> **ASSIGNMENT**
Please transcribe the data below in full. Omit any picture you find in it.

> **RECORD EXTRACTS**

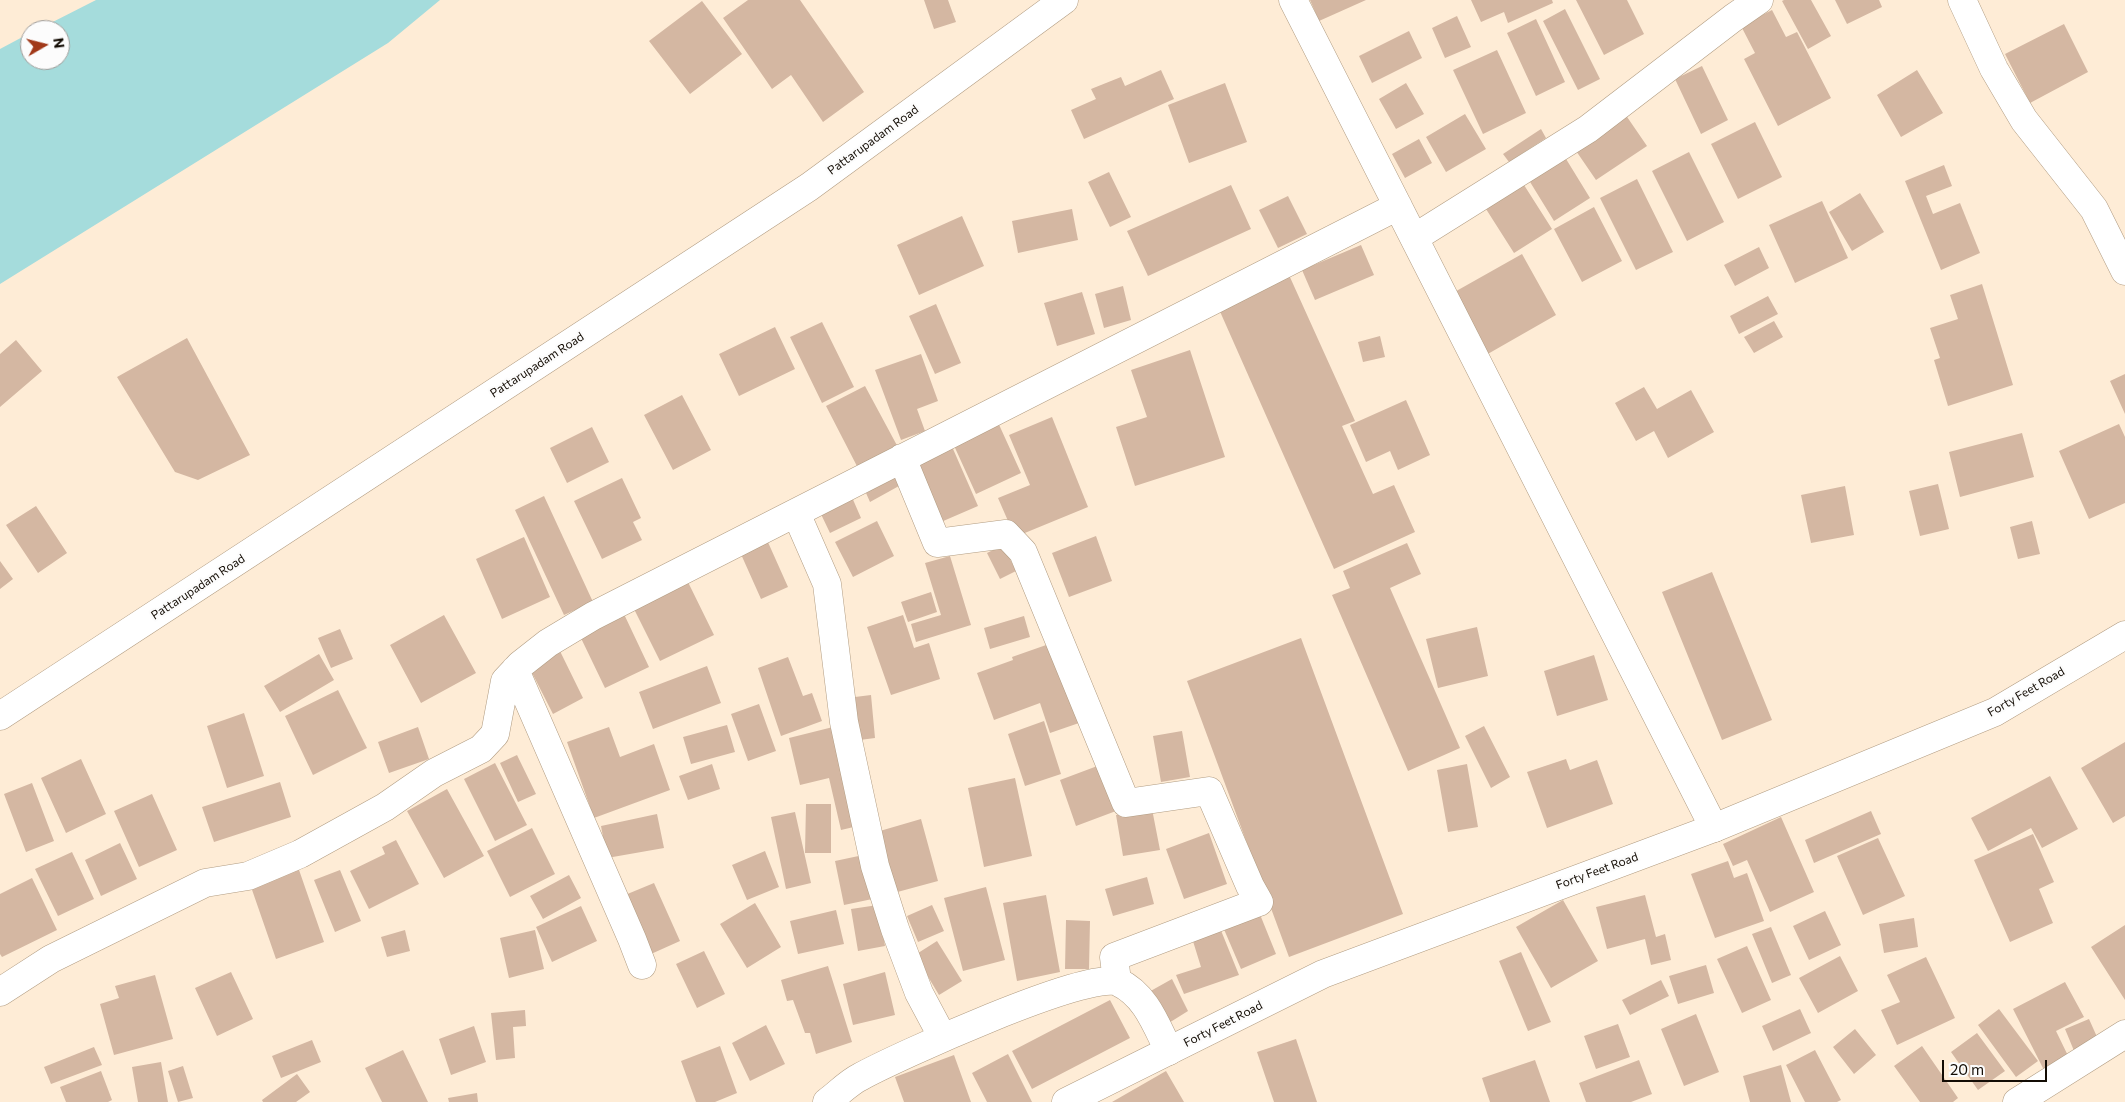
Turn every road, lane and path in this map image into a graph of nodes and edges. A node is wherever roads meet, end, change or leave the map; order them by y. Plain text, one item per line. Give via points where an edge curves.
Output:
1 (1064, 0) edge
2 (1293, 0) edge
3 (1760, 0) edge
4 (1962, 0) edge
5 (1728, 9) edge
6 (1398, 206) junction
7 (1414, 238) junction
8 (2125, 271) edge
9 (902, 458) junction
10 (796, 513) junction
11 (2125, 634) edge
12 (515, 670) junction
13 (0, 716) edge
14 (1714, 828) junction
15 (642, 965) dead end
16 (1117, 981) junction
17 (0, 992) edge
18 (2125, 1034) edge
19 (943, 1038) junction
20 (1170, 1051) junction
21 (827, 1102) edge
22 (1066, 1102) edge
23 (2017, 1102) edge

1 - 13 street, Pattarupadam Road via 809,187
2 - 6 street
3 - 5 street
4 - 8 street via 1994,68 2024,120 2094,209
5 - 7 street via 1588,129
6 - 7 street
6 - 9 street
7 - 14 street
9 - 10 street
9 - 16 street via 937,543 1006,534 1023,552 1126,803 1209,791 1259,902 1114,957
10 - 12 street via 593,616 548,642
10 - 19 street via 827,584 844,722 875,866 894,929 919,993
11 - 14 street, Forty Feet Road via 1995,712
12 - 15 street
12 - 17 street via 504,681 496,734 481,749 434,773 385,807 300,854 248,876 205,883 52,959
14 - 20 street, Forty Feet Road via 1322,974
16 - 19 street via 1090,984 1029,1001
16 - 20 street via 1142,998
18 - 23 street
19 - 21 street via 858,1078
20 - 22 street, Forty Feet Road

> **SOLVED EXERCISE**
Turn every road, lane and path in this map image into a graph of nodes and edges. A node is wherever roads meet, end, change or leave the map; order them by y. Plain text, one item per line. Give via points where an edge curves.
Output:
1 (1064, 0) edge
2 (1293, 0) edge
3 (1760, 0) edge
4 (1962, 0) edge
5 (1728, 9) edge
6 (1398, 206) junction
7 (1414, 238) junction
8 (2125, 271) edge
9 (902, 458) junction
10 (796, 513) junction
11 (2125, 634) edge
12 (515, 670) junction
13 (0, 716) edge
14 (1714, 828) junction
15 (642, 965) dead end
16 (1117, 981) junction
17 (0, 992) edge
18 (2125, 1034) edge
19 (943, 1038) junction
20 (1170, 1051) junction
21 (827, 1102) edge
22 (1066, 1102) edge
23 (2017, 1102) edge

1 - 13 street, Pattarupadam Road via 809,187
2 - 6 street
3 - 5 street
4 - 8 street via 1994,68 2024,120 2094,209
5 - 7 street via 1588,129
6 - 7 street
6 - 9 street
7 - 14 street
9 - 10 street
9 - 16 street via 937,543 1006,534 1023,552 1126,803 1209,791 1259,902 1114,957
10 - 12 street via 593,616 548,642
10 - 19 street via 827,584 844,722 875,866 894,929 919,993
11 - 14 street, Forty Feet Road via 1995,712
12 - 15 street
12 - 17 street via 504,681 496,734 481,749 434,773 385,807 300,854 248,876 205,883 52,959
14 - 20 street, Forty Feet Road via 1322,974
16 - 19 street via 1090,984 1029,1001
16 - 20 street via 1142,998
18 - 23 street
19 - 21 street via 858,1078
20 - 22 street, Forty Feet Road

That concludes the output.